▶ **ASSIGNED TASK**
Taking the line that contains "Build a routing" as the first, copy each line exactly up to and including the last line below.
BEGIN INPUT RECORDS
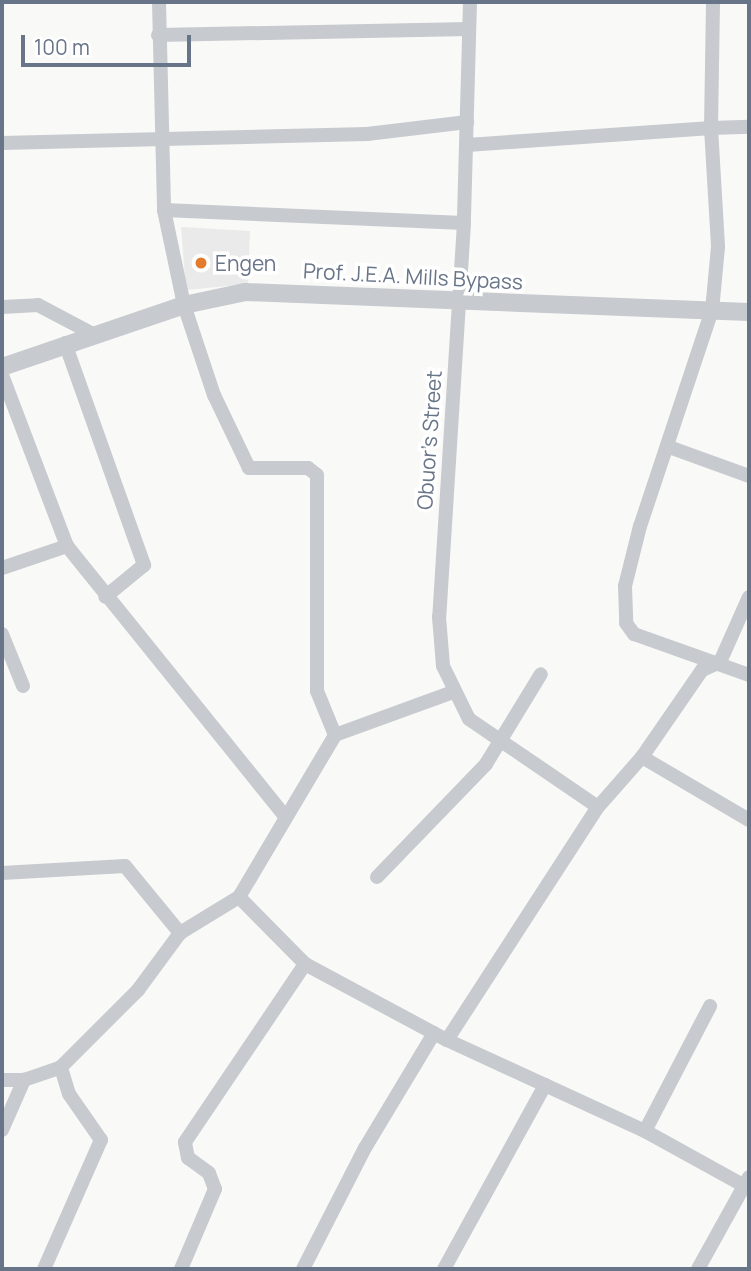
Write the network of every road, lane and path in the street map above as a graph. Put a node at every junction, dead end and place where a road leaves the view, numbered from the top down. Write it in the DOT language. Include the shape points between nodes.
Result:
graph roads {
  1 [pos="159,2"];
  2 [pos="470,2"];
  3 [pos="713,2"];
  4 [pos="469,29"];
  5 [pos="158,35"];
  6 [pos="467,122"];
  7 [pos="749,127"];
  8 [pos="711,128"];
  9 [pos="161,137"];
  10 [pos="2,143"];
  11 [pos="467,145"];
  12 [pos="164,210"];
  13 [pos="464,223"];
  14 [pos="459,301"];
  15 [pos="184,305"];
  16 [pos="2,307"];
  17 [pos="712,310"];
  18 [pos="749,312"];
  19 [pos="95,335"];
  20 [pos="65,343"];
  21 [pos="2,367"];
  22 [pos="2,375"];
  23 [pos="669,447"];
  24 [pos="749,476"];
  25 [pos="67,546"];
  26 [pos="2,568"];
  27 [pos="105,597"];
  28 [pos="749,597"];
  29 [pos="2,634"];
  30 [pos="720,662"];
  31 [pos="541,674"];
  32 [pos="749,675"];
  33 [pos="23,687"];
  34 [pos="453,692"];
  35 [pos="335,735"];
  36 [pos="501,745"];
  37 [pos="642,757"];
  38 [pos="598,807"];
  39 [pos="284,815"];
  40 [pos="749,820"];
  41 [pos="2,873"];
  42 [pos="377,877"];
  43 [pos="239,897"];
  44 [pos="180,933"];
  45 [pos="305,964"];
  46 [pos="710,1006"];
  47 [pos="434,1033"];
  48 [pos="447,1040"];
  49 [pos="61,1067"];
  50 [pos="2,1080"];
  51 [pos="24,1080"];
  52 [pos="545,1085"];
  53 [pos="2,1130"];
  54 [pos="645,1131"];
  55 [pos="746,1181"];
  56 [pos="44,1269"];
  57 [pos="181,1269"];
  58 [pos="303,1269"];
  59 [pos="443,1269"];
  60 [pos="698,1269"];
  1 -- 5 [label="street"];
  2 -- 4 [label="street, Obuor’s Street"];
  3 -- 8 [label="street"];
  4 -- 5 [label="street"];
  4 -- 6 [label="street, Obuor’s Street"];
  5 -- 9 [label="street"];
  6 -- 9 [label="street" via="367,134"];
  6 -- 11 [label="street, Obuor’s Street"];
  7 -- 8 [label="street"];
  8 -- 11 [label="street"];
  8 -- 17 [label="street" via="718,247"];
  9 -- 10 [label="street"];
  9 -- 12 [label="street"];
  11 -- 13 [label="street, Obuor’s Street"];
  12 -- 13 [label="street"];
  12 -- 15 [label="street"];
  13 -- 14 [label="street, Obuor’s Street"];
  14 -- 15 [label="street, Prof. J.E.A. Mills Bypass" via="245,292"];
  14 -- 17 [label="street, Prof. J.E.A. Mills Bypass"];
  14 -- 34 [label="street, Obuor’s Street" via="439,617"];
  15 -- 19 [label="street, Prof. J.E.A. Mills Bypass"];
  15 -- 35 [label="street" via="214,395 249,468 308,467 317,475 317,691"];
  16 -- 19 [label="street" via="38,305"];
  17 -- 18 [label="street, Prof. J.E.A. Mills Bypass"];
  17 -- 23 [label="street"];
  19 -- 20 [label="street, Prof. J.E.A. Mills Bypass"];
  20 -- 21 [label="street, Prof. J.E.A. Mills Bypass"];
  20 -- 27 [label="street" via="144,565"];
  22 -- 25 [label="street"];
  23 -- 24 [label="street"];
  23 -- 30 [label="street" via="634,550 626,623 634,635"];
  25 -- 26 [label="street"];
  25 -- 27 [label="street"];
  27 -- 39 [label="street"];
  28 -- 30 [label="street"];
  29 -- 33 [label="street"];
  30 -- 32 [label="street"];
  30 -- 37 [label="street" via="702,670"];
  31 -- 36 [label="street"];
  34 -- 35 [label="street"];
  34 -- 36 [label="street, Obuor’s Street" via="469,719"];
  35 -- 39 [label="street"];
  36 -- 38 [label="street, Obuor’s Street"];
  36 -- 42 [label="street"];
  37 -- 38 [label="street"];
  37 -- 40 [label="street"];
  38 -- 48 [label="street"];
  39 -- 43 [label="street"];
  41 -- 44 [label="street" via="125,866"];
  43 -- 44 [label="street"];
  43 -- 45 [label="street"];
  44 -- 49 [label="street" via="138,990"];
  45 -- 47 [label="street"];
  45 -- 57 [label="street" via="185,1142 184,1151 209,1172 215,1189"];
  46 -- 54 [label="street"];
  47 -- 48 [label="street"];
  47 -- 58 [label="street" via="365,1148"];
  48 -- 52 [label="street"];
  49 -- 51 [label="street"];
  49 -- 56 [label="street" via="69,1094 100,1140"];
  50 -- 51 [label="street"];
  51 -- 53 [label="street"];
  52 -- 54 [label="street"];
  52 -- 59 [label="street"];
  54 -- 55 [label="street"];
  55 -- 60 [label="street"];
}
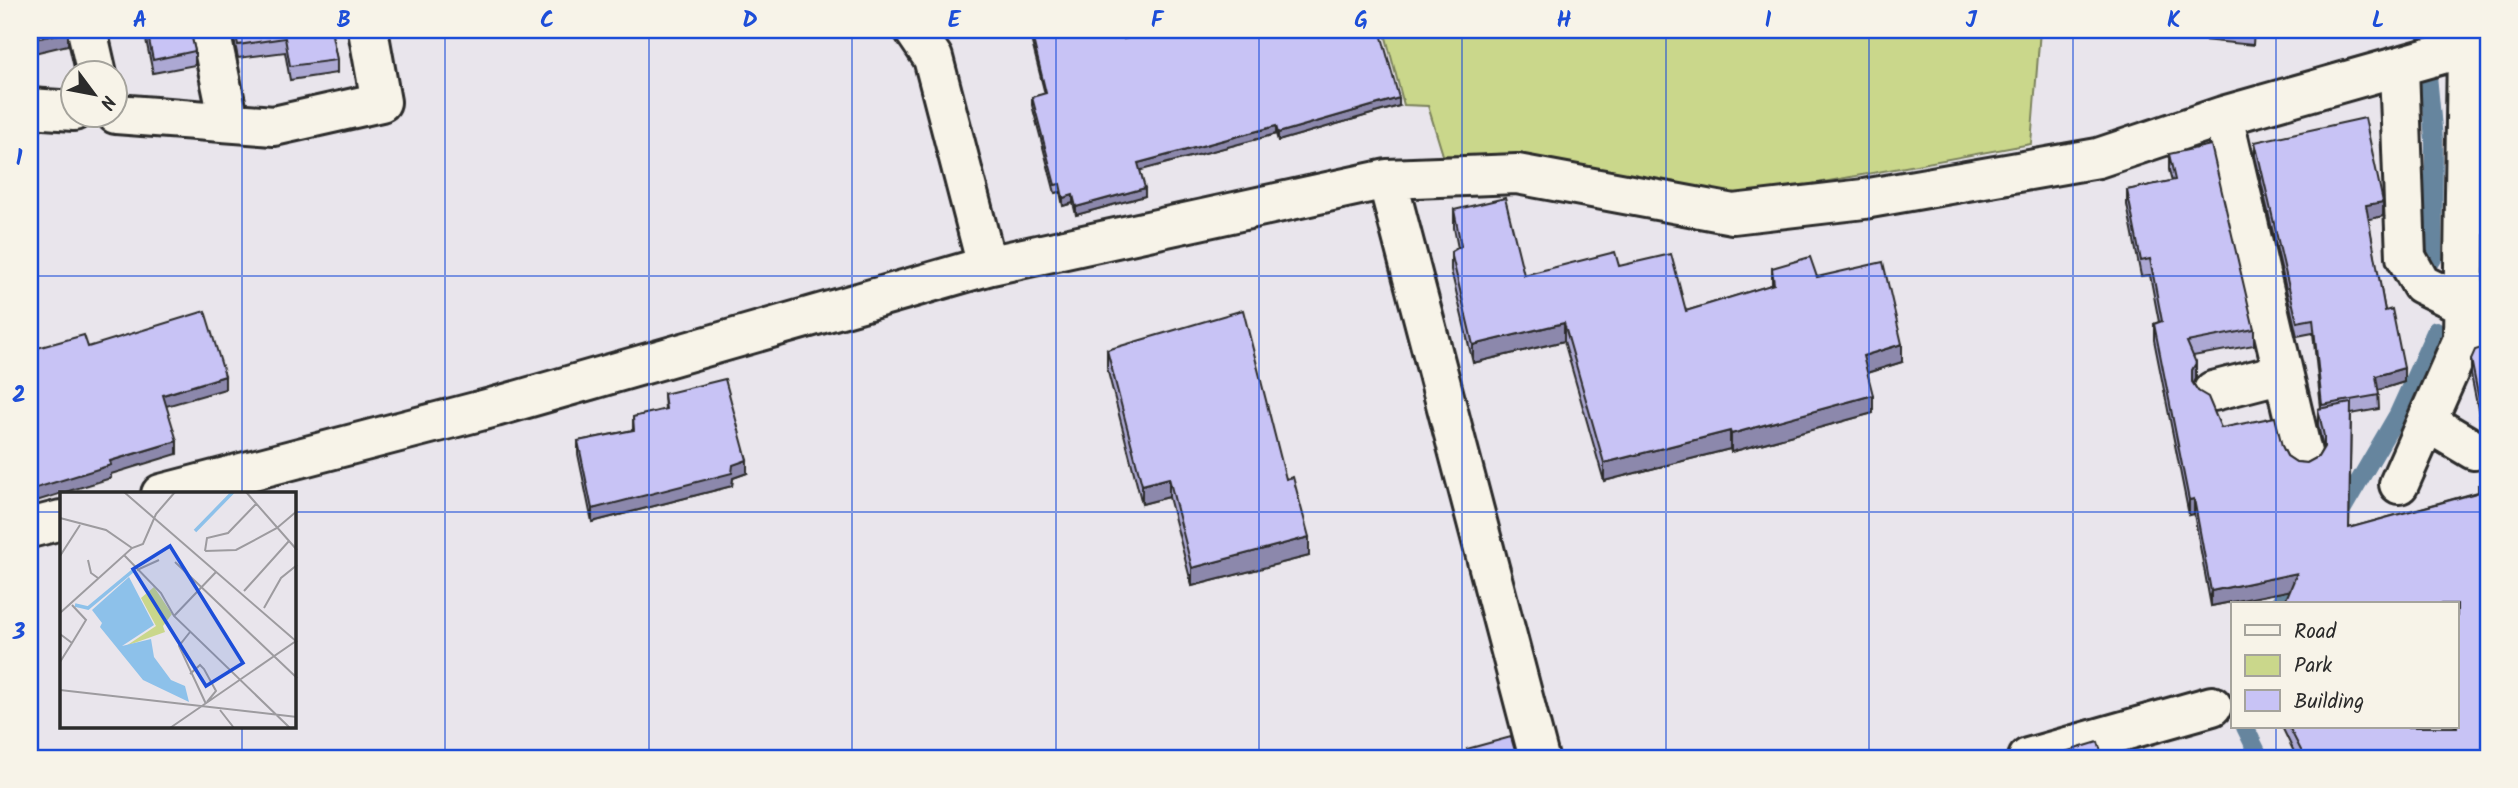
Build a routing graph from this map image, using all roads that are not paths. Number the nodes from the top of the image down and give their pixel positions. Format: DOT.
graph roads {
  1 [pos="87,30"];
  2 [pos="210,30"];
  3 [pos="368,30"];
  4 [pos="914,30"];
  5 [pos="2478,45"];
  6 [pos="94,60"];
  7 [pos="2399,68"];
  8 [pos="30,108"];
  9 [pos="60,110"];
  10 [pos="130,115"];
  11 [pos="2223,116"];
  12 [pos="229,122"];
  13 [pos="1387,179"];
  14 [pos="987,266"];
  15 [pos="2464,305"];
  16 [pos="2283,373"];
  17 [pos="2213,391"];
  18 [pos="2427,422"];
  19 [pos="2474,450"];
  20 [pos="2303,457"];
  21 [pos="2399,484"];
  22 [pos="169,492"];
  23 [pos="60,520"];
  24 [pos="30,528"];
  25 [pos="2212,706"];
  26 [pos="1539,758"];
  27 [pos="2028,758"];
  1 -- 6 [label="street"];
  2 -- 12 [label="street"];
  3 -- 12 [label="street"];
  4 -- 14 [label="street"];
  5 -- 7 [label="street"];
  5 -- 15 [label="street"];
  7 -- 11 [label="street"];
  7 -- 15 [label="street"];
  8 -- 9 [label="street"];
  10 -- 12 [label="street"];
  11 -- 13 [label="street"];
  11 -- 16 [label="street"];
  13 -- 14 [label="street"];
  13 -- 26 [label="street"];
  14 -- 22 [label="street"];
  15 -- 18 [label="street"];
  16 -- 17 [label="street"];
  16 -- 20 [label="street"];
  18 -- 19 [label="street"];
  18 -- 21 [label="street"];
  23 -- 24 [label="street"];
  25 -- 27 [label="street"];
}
END INPUT RECORDS
▶ **ANSWER FOR THE TASK**
Build a routing graph from this map image, using all roads that are not paths. Number the nodes from the top of the image down and give their pixel positions. Format: DOT.
graph roads {
  1 [pos="87,30"];
  2 [pos="210,30"];
  3 [pos="368,30"];
  4 [pos="914,30"];
  5 [pos="2478,45"];
  6 [pos="94,60"];
  7 [pos="2399,68"];
  8 [pos="30,108"];
  9 [pos="60,110"];
  10 [pos="130,115"];
  11 [pos="2223,116"];
  12 [pos="229,122"];
  13 [pos="1387,179"];
  14 [pos="987,266"];
  15 [pos="2464,305"];
  16 [pos="2283,373"];
  17 [pos="2213,391"];
  18 [pos="2427,422"];
  19 [pos="2474,450"];
  20 [pos="2303,457"];
  21 [pos="2399,484"];
  22 [pos="169,492"];
  23 [pos="60,520"];
  24 [pos="30,528"];
  25 [pos="2212,706"];
  26 [pos="1539,758"];
  27 [pos="2028,758"];
  1 -- 6 [label="street"];
  2 -- 12 [label="street"];
  3 -- 12 [label="street"];
  4 -- 14 [label="street"];
  5 -- 7 [label="street"];
  5 -- 15 [label="street"];
  7 -- 11 [label="street"];
  7 -- 15 [label="street"];
  8 -- 9 [label="street"];
  10 -- 12 [label="street"];
  11 -- 13 [label="street"];
  11 -- 16 [label="street"];
  13 -- 14 [label="street"];
  13 -- 26 [label="street"];
  14 -- 22 [label="street"];
  15 -- 18 [label="street"];
  16 -- 17 [label="street"];
  16 -- 20 [label="street"];
  18 -- 19 [label="street"];
  18 -- 21 [label="street"];
  23 -- 24 [label="street"];
  25 -- 27 [label="street"];
}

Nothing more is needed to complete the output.